Proving $n^{n+r}>(n+r)^n$ 
Proving $n^{n+r}>(n+r)^n$ for $n,r>2$, both natural numbers

I know that $n^{n+1}>(n+1)^n$, so if I only increase $''n+1''$ part by $1$, the inequality is still true, i.e. $n^{n+2}>(n+2)^n$ because the ratio of the left side is $n$ and the right side is $(1+\frac1{n+1})^n<e$, so iterating in this way I can reach $n+r$, do you agree ?
 A: I would do something similar.
We want to show $n^r< (1+\frac{r}{n})^n$.

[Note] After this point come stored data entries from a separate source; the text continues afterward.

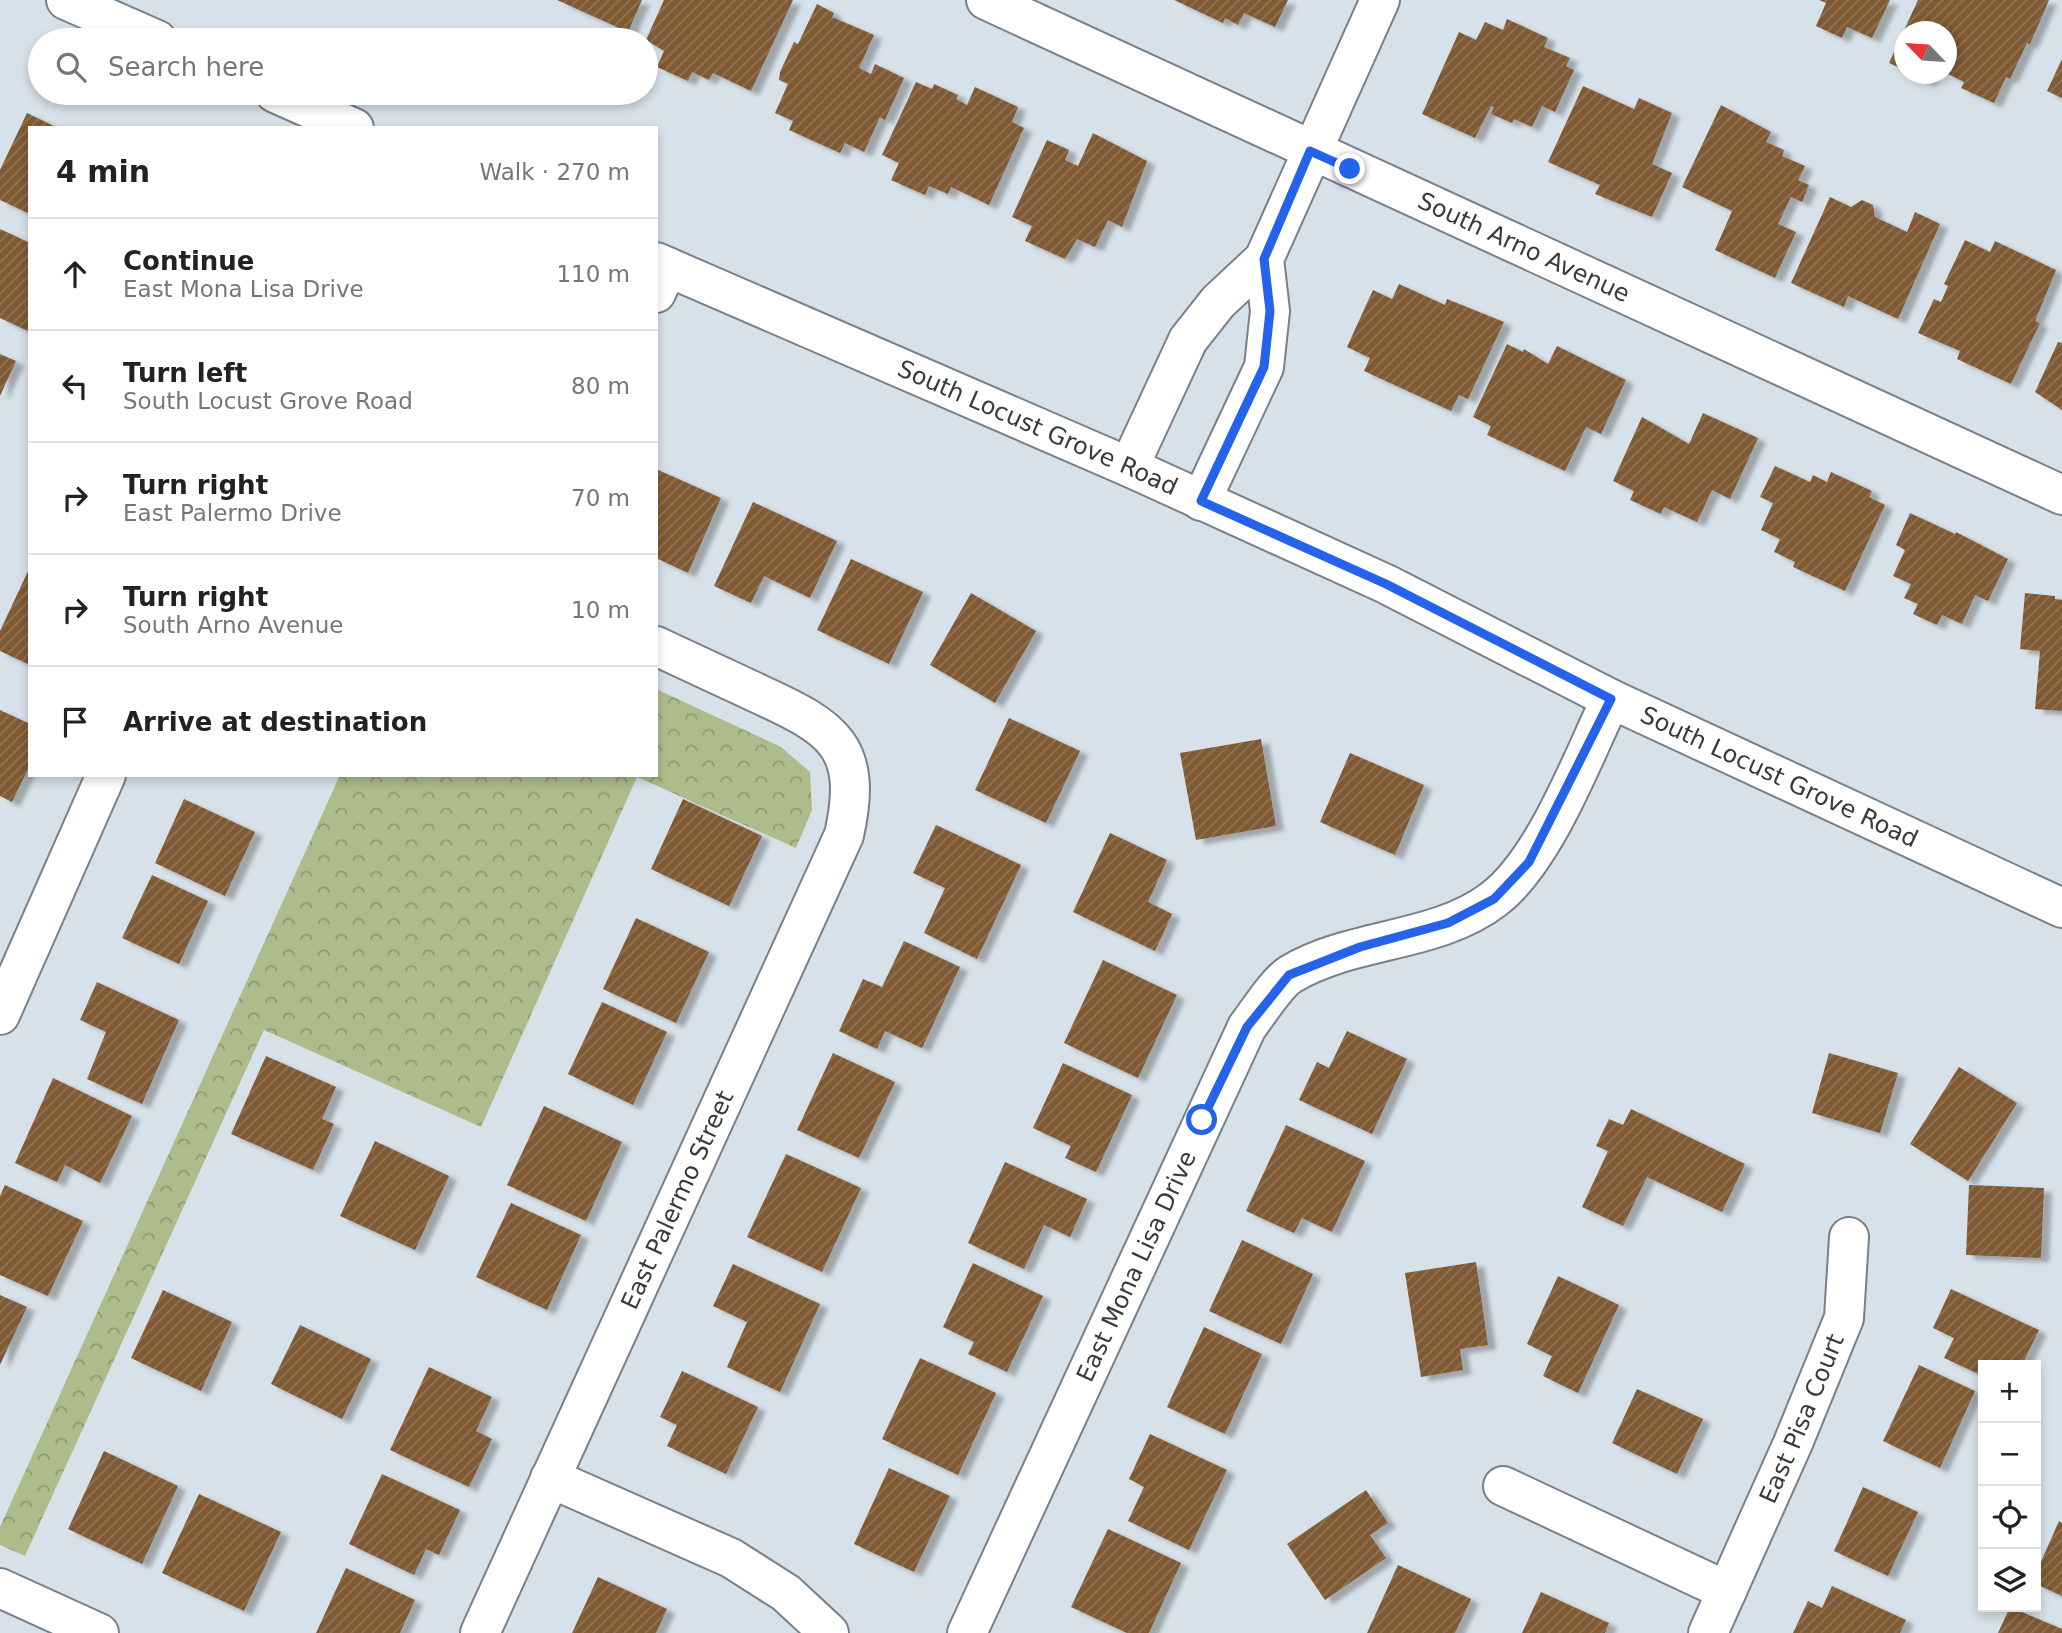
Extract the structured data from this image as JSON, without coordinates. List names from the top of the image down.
{
  "streets": {
    "street": [
      "South Arno Avenue",
      "South Locust Grove Road",
      "East Palermo Street",
      "East Mona Lisa Drive",
      "East Pisa Court"
    ]
  },
  "crossings": [
    ["South Locust Grove Road", "East Mona Lisa Drive"]
  ],
  "north": "top left",
  "page": {
    "search": "Search here",
    "heading": ["4 min", "Walk · 270 m"],
    "list": [
      ["Continue", "East Mona Lisa Drive", "110 m"],
      ["Turn left", "South Locust Grove Road", "80 m"],
      ["Turn right", "East Palermo Drive", "70 m"],
      ["Turn right", "South Arno Avenue", "10 m"],
      "Arrive at destination"
    ],
    "map_buttons": ["+", "−"]
  }
}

Now notice that $e^r=1+r+\frac{r^2}{2!}+\dots $
Using binomial expansion one can easily conclude that $ (1+\frac{r}{n})^n< e^r< n^r$ (because $\dfrac{\binom{n}{j}}{n^j}< \frac{1}{j!})$
A: Taking logarithms on both sides, the inequality is equivalent to
$$\frac{\ln(n + r)}{n + r} < \frac{\ln(n)}{n}.$$
Now consider the function $x \mapsto \frac{\ln(x)}{x}$. The derivative is $\frac{1 - \ln(x)}{x^2}$, which is negative for $x > e$. But this means that the function is decreasing in this range, which proves the original inequality.
A: $n^{n+r}\gt(n+r)^n$
$n^{n+r\over n }\gt(n+r)$
$n^{1\over n}\gt (n+r)^{1\over n+r}$
$^{n}\sqrt{n} \gt $ $^{n+r}\sqrt{n+r}$
we know that $^{x}\sqrt{x}$ is Descending after $e$
so if we increase x decrease value of function 
and we have $f'(x)=x^{{1\over x}-2}(ln x -1)$ so for x>2 derivative is negative and function is Descending

A: Put $n+r=m$ and prove that
$n^m>m^n$ if $m\geq n+3$.
or $\frac{\ln(n)}{n}-\frac{\ln(m)}{m}>0$.
the derivative of the function $f: x\mapsto \frac{\ln(x)}{x}$ has the sign of the numerator $(1-\ln(x))$ so,
$f$ is decreasing at $[3,+\infty)$, and
$$\forall m>n>2 \;\;\frac{\ln(m)}{m}<\frac{\ln(n)}{n}$$ qed.